I hope you are not offended by my direct approach, but there is unfortunately no better thing anyone can do for you.

Re: Your mission

Date: 2010-09-13 09:50 pm (UTC)
From: [identity profile] hypatiaslore.livejournal.com
Did you know that you would be proselytized to so often when you began here and so anonymously when you began? You're not even at the New Testament yet! LOL

Re: Your mission

Date: 2010-09-15 02:31 am (UTC)
From: [identity profile] hypatiaslore.livejournal.com
I'm just wondering where they're all coming from and why they're posting anonymously? I get it if they don't have LiveJournal accounts, but if they don't, how did they find out about your project? I didn't think LiveJournal was all that big of a thing. LOL

I never know what people expect when they proselytize. Like, when you're teaching someone something, its a whole different approach, because there's no "faith" involved. You know what you're teaching and you can prove it, you can reason it. If they don't "believe" you, you either didn't explain it well, or they are not willing to learn the subject material for whatever reason. But with something that requires you to believe something that has no evidence or proof it's a much different animal.

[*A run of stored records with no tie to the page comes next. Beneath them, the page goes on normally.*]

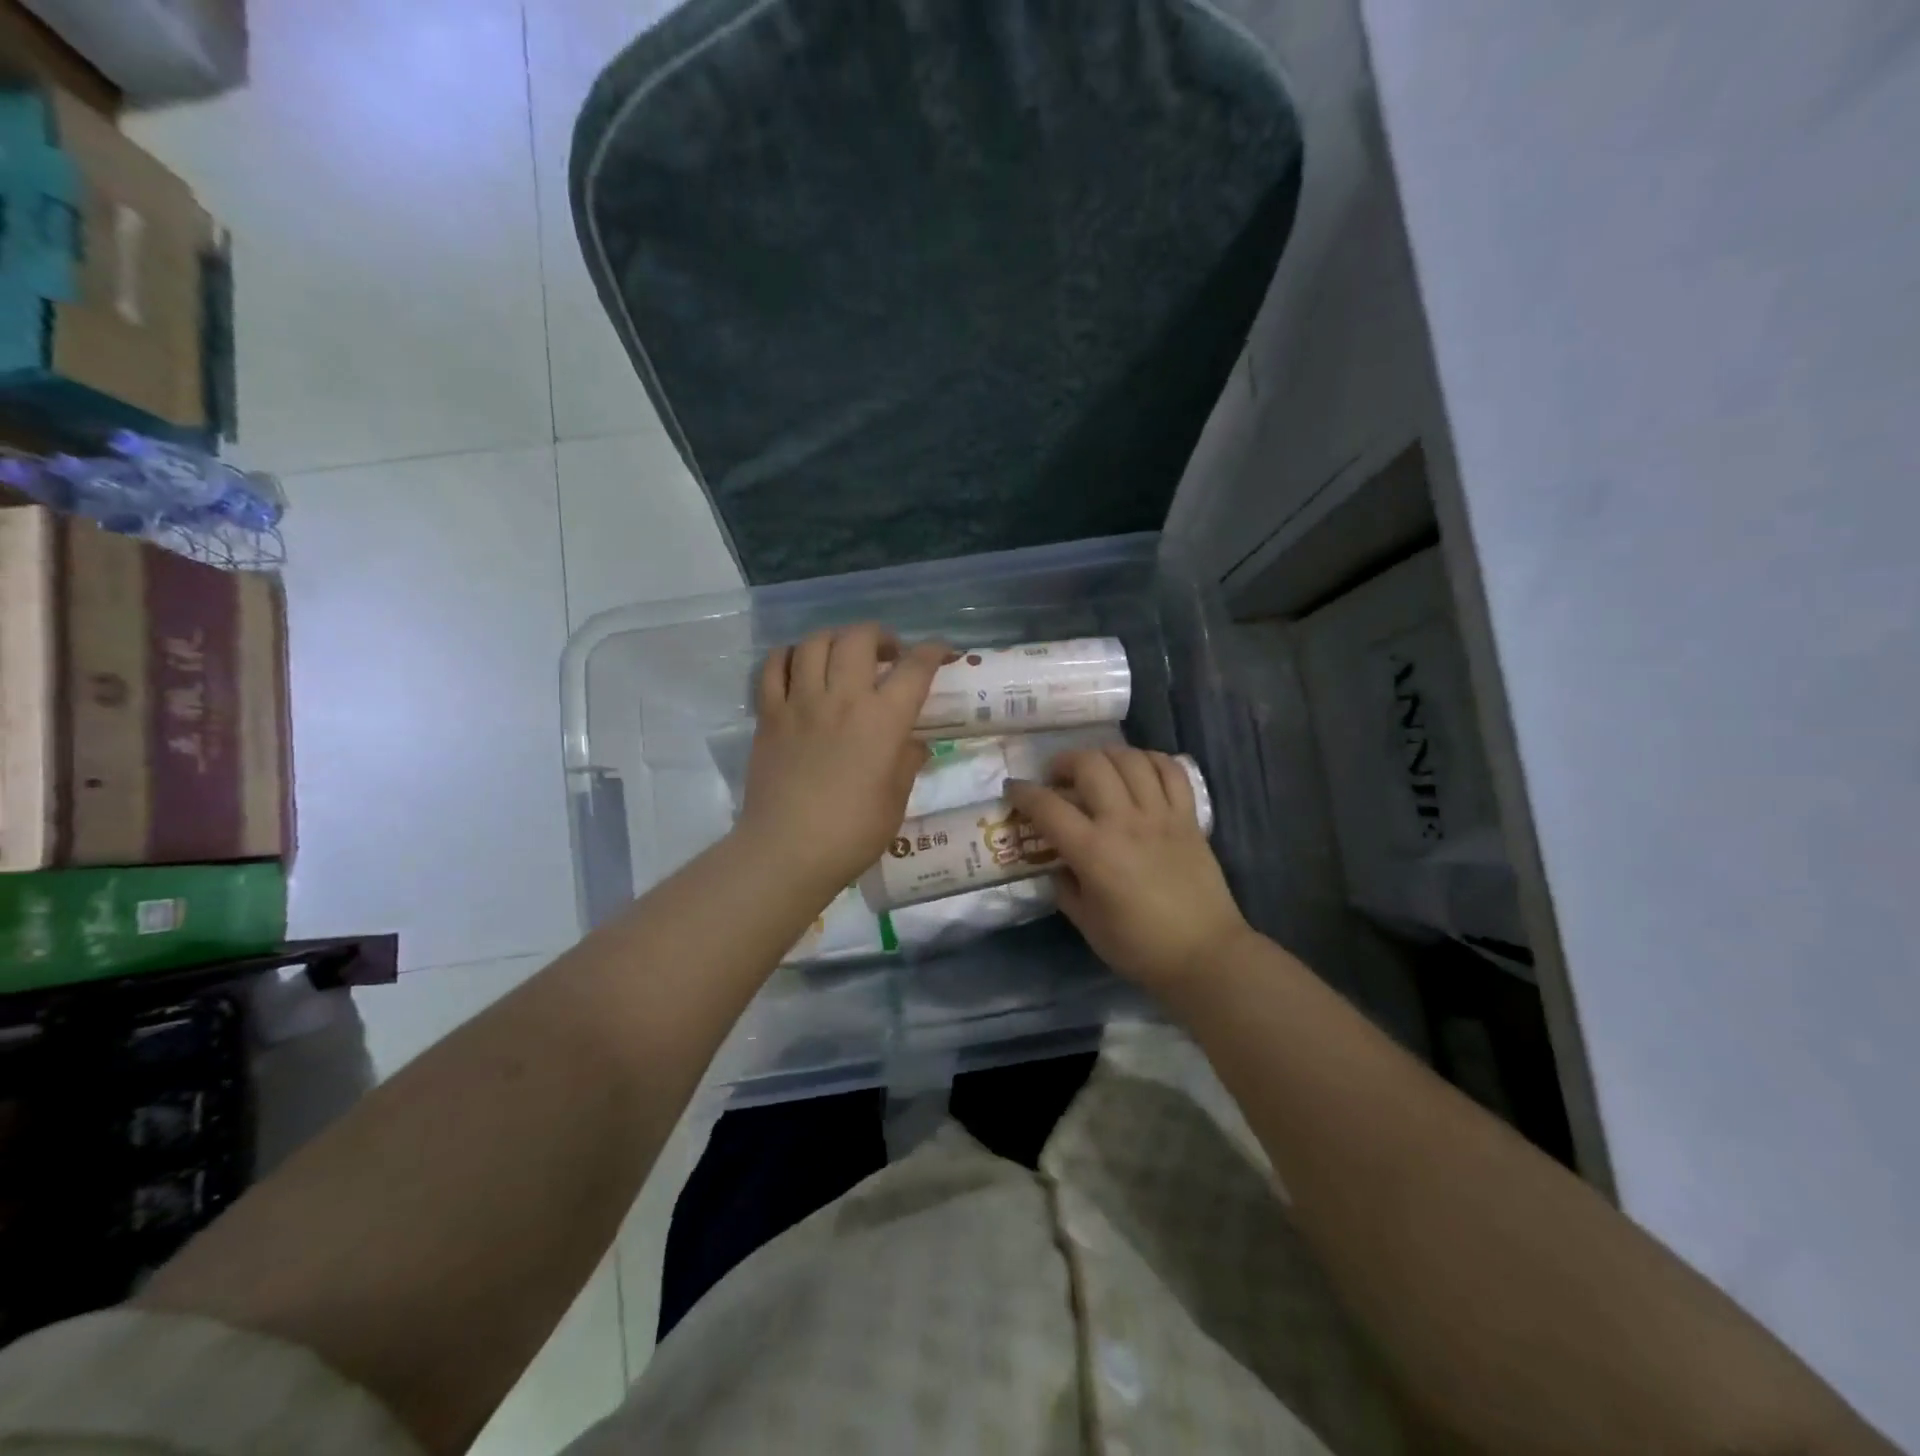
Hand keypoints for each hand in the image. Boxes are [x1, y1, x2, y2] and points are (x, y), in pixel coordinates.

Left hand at [738, 624, 946, 900]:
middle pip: (859, 638)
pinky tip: (800, 666)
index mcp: (882, 720)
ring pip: (815, 642)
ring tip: (842, 657)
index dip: (932, 651)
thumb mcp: (896, 800)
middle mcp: (842, 698)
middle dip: (880, 636)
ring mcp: (800, 702)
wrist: (787, 851)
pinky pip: (773, 666)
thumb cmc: (852, 832)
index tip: (940, 651)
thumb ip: (907, 762)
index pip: (915, 667)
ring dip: (835, 640)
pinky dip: (789, 656)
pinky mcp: (769, 715)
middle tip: (886, 654)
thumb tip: (913, 744)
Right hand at [1006, 747, 1252, 994]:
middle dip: (1064, 762)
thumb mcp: (1087, 923)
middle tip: (1057, 777)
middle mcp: (1125, 822)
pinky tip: (1138, 769)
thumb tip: (1057, 865)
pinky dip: (1150, 760)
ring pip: (1130, 759)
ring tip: (1096, 770)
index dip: (1023, 792)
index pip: (1048, 806)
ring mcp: (1161, 815)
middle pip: (1090, 765)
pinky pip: (1171, 771)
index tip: (1013, 789)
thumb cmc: (1140, 947)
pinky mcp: (1189, 818)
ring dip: (1105, 756)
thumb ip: (1065, 887)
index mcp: (1094, 852)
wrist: (1205, 956)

First, I have to accept that this alien thing exists, I have to figure out which interpretation of its will to obey, I can't disagree with it's politics, I can't disagree with it's instructions, I have to raise my children the way it tells me to, and make sure they follow it also, even if I don't agree with it, I have to give part of my money to it, I have to substitute it's judgment for my own, even though I've never had a conversation out right with the thing and I can only guess that at some future time. Then, hopefully, if I do all the things I'm supposing will make it happy, even if I'm uncertain the entire time, and I have no way of getting even the slightest verification one way or another, after I die, I will still get no free will or choice as to how I will get to spend all of eternity; in fact, the opposite. What will happen is I will get to be completely subservient to it, my individuality will get stripped away to the point where all of my inclinations toward objecting to it, or to any behavior that was against this beings directives (which at this point will be made perfectly clear), and I will now be a mindless, blissful servant, exalting this being unto infinite time as it really won't exist at that point in any meaningful way; I don't have any way of working with that.

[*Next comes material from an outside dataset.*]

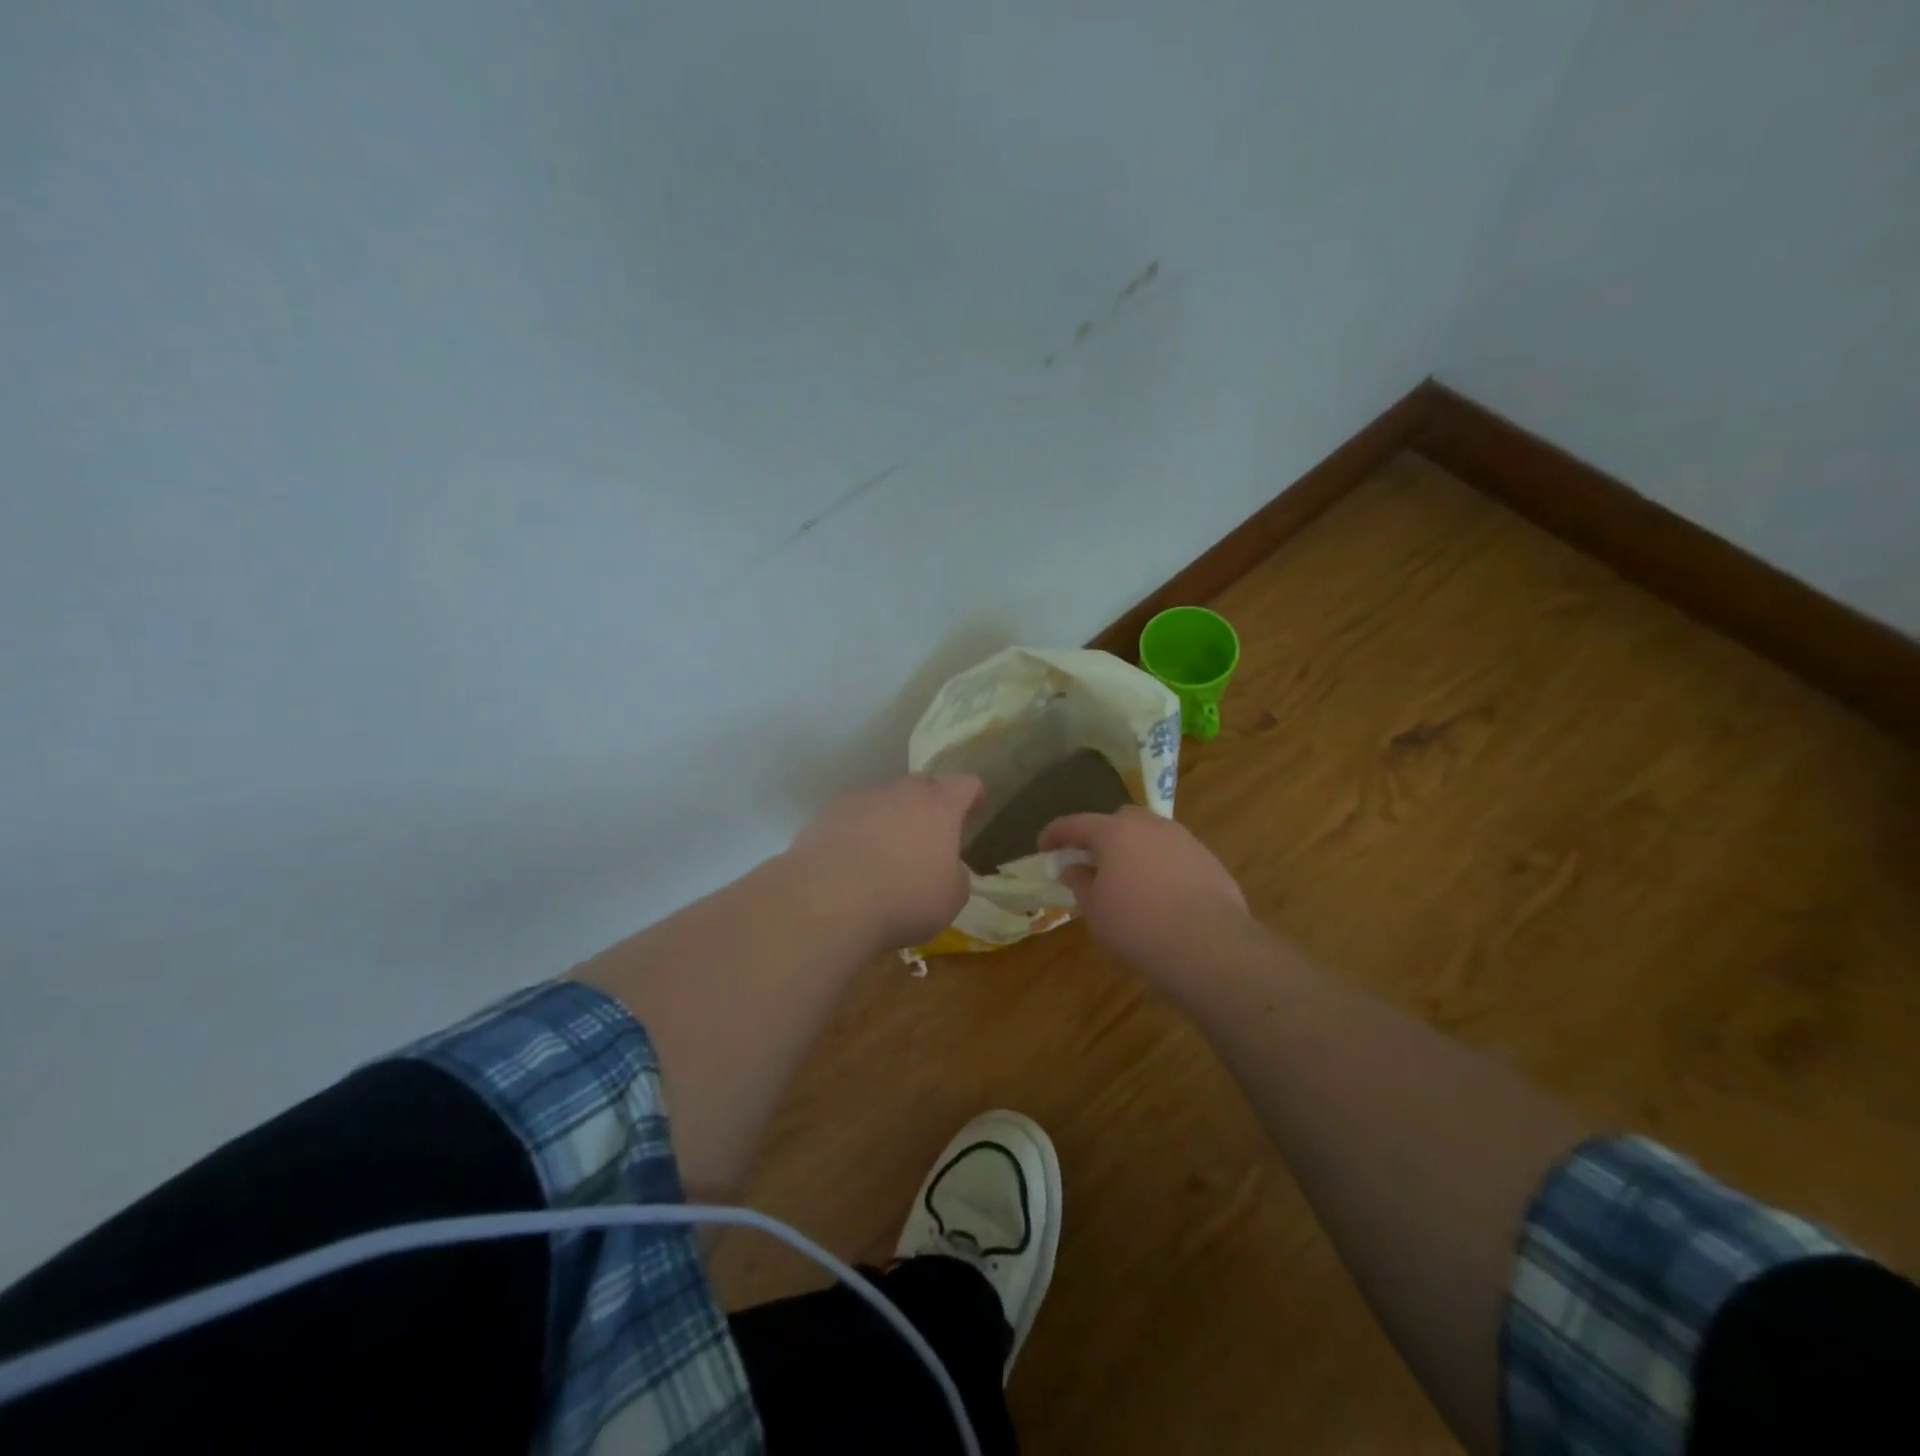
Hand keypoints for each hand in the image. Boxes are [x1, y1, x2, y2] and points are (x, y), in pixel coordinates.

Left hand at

I think if it were any other area of people's lives they would have trouble accepting it either. But for some reason where death is concerned, they'd rather hand over the keys to their will, just so that someone will take that fear away. It's like, if there were a god, and he gave me a brain, why would he then tell me to shut it off as soon as I got it? Is free will just a temptation to ignore? *shrug* If that's the case? I'm good. I see why Eve wanted to get the hell out of there. ;oP


"Give me the storm and stress of thought and action rather than the dead calm of ignorance and faith. Banish me from Eden when you will; but first let me eat of the fruit of the Tree of Knowledge."